Should catastrophic terrorism by people espousing heretical strains of Islam
be so difficult for people in the mostly Christian United States to understand?
It shouldn't be. After all, the September 11 attacks surpassed all precedents
for such violence only a few months after the execution of the principal perpetrator
of the previous most deadly act, the Oklahoma City bombing.
Didn't Timothy McVeigh advocate a weird heretical version of Christianity,
one that advocates a "racial holy war" against the "Zionist Occupation
Government" supposedly in charge of the United States? McVeigh was but
a somewhat less organized western mirror image of Osama bin Laden, and, rather
than an isolated case, the heir to a tradition that has long been with us. The
Ku Klux Klan, the Christian Identity movement and most of the "patriotic"
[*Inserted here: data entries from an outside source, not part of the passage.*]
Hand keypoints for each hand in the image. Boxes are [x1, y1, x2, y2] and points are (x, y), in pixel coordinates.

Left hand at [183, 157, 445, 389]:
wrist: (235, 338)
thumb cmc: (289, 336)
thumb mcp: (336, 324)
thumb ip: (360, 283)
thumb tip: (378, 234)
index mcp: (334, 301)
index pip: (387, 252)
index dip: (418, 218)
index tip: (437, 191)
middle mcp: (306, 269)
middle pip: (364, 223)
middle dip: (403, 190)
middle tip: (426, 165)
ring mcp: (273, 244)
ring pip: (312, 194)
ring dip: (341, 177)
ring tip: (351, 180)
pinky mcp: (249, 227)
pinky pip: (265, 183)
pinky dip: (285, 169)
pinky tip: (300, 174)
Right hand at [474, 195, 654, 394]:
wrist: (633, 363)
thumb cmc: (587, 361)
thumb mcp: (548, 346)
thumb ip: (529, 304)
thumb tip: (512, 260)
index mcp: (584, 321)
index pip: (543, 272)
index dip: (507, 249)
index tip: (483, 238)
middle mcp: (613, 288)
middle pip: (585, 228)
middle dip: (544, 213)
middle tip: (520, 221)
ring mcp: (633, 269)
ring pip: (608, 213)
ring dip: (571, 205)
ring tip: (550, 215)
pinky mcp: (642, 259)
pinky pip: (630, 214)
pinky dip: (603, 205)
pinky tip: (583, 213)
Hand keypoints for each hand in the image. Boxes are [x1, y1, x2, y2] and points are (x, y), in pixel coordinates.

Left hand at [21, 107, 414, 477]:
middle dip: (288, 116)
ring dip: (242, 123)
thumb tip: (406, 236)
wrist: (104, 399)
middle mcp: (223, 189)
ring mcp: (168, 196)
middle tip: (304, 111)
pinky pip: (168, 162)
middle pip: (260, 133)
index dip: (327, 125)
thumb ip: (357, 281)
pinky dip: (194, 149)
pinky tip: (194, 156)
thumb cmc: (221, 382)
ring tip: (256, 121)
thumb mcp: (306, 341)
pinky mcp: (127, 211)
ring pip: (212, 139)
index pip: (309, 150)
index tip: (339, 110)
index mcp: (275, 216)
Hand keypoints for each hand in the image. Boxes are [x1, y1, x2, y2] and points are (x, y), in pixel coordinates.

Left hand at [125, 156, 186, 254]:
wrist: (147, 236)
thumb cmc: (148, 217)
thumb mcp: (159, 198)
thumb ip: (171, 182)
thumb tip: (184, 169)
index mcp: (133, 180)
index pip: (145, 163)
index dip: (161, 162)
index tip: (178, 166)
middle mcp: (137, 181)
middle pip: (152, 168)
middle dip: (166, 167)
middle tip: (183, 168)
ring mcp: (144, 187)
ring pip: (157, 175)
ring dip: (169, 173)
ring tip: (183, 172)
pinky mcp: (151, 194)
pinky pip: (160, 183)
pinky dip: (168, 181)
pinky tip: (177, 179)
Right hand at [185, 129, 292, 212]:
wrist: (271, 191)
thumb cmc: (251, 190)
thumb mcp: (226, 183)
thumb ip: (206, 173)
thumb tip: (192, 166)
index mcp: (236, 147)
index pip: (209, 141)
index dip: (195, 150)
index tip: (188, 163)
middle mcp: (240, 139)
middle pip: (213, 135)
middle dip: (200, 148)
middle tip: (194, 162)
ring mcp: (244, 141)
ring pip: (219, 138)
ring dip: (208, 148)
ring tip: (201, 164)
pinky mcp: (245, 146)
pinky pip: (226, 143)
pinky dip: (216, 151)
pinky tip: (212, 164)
militia groups are of the same ideological species as McVeigh, and the same
genus as bin Laden.
Those Americans who are brutalizing or threatening their Arab or Muslim neighbors,
who are calling for government action against all foreigners, and who are taking
the present crisis as an opportunity to mark all those who disagree with them
as traitors, really want to remake the United States into a mirror image of
Taliban society. They share Al Qaeda's preference for totalitarianism. The only
difference is that they would impose it in the name of a different nation and
race, by perverting a different set of holy scriptures.
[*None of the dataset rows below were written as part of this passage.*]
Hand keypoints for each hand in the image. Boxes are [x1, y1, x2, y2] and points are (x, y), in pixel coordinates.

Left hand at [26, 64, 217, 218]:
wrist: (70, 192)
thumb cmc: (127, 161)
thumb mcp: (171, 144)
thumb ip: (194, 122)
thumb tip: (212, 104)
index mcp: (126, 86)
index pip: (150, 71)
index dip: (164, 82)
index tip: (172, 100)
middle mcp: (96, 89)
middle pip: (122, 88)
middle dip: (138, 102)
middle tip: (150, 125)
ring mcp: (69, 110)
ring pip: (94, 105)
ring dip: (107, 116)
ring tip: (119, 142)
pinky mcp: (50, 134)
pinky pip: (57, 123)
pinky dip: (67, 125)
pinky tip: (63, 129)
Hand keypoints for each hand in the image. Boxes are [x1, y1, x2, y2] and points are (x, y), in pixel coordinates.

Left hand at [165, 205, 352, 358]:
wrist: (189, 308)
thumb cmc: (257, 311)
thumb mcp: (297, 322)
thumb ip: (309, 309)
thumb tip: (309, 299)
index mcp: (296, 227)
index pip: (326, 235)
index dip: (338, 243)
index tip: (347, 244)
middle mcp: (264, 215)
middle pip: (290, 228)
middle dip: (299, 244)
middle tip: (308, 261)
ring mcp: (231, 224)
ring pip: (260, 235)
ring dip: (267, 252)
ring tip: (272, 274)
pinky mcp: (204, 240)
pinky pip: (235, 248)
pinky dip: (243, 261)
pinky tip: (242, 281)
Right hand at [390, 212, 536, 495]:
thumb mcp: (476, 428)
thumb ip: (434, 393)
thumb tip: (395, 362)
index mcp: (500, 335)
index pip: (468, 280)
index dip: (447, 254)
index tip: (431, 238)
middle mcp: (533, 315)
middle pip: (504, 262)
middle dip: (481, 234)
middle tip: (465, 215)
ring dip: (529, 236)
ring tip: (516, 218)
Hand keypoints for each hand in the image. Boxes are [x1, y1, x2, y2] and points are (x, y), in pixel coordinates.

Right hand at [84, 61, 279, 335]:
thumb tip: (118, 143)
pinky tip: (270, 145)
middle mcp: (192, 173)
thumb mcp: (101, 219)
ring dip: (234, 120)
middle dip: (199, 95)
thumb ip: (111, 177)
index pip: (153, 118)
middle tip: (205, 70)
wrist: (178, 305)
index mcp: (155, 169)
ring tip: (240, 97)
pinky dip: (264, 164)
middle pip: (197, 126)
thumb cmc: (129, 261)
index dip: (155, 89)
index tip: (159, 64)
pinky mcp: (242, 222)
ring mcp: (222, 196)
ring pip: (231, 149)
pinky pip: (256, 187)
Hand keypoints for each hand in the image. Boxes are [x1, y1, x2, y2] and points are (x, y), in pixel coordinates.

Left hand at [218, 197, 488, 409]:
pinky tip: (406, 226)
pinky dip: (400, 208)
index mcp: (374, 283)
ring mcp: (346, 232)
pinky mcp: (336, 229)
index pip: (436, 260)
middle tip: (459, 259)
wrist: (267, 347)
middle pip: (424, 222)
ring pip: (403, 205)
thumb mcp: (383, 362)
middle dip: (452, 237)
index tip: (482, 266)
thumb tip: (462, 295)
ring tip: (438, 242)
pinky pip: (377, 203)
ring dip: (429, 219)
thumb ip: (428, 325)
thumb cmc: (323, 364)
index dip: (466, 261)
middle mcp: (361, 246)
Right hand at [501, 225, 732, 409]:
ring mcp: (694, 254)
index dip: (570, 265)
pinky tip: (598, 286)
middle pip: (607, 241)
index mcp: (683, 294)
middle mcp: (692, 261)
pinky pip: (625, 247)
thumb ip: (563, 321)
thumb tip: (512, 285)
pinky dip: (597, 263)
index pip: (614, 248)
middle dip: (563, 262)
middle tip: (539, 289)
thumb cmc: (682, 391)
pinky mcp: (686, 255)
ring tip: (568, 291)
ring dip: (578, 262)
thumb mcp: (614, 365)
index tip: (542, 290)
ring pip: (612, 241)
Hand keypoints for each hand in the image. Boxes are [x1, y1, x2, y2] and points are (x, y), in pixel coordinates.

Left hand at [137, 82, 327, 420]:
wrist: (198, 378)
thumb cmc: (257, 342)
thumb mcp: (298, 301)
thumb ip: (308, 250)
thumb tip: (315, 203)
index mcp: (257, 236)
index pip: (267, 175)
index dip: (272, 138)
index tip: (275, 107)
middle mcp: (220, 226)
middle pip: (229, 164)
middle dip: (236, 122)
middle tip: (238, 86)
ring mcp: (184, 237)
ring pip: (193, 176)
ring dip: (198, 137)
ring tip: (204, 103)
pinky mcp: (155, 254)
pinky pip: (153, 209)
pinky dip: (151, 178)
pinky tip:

America's home grown fanatics present the government with a tactical problem
that's similar to the one faced on the international scene. If the circles in
which McVeigh ran threaten the personal freedoms of many Americans and the security
of the US government, at this time those threats are minor compared to the one
presented by Al Qaeda. The FBI needs to be concentrating its resources on behalf
of the current war effort. Similarly, in foreign policy the Bush administration
must of necessity concentrate its focus on that of the Al Qaeda network and
its Taliban hosts. To do otherwise would be a political and diplomatic blunder,
and would dissipate resources at a time when we are confronted by hardened enemies
who will not be easily vanquished.
But still, we should understand, for example, that you will find the Hindu
analogues of bin Laden and McVeigh in fanatics who are part of the nationalist
coalition that rules India. We don't need to be picking a fight with India,
but we should recognize that its government includes those responsible for the
destruction of the mosque at Ayodhya, the spiritual heirs of Gandhi's assassin.
For another example, we should recognize Israel's hard-liners for what they
are: another set of totalitarian thugs who hide behind specious religious claims,
just like Osama bin Laden and Timothy McVeigh. It should never be presumed that,
just because anti-Semites and allegedly Islamic fanatics also want to destroy
them, that the forces behind the massacres at Deir Yassin, Sabra and Shatila
and the assassination of Yitzhak Rabin are somehow civilization's friends.
A victory for bin Laden's forces would strengthen the hands of every wannabe
war criminal who would massacre Muslims in the name of Christianity, Hinduism
or Judaism. So in that sense, which probably isn't the way that the general
meant, the war against Al Qaeda really is a war for Islam.